--- SOURCE RECORDS ---
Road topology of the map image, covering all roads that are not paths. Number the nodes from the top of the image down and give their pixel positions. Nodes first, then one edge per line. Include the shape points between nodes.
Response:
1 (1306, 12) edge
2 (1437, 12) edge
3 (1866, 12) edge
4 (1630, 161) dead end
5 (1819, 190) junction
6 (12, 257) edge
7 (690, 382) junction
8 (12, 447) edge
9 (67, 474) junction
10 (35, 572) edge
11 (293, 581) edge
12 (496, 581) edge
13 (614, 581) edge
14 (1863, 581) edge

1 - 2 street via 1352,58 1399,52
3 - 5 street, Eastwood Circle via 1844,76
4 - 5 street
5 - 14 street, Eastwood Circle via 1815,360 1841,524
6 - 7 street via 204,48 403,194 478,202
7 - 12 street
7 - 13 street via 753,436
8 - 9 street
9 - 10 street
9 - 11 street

--- BRIEF ---
Without leaving anything out, repeat every entry shown above.

--- ANSWER ---
Road topology of the map image, covering all roads that are not paths. Number the nodes from the top of the image down and give their pixel positions. Nodes first, then one edge per line. Include the shape points between nodes.
Response:
1 (1306, 12) edge
2 (1437, 12) edge
3 (1866, 12) edge
4 (1630, 161) dead end
5 (1819, 190) junction
6 (12, 257) edge
7 (690, 382) junction
8 (12, 447) edge
9 (67, 474) junction
10 (35, 572) edge
11 (293, 581) edge
12 (496, 581) edge
13 (614, 581) edge
14 (1863, 581) edge

1 - 2 street via 1352,58 1399,52
3 - 5 street, Eastwood Circle via 1844,76
4 - 5 street
5 - 14 street, Eastwood Circle via 1815,360 1841,524
6 - 7 street via 204,48 403,194 478,202
7 - 12 street
7 - 13 street via 753,436
8 - 9 street
9 - 10 street
9 - 11 street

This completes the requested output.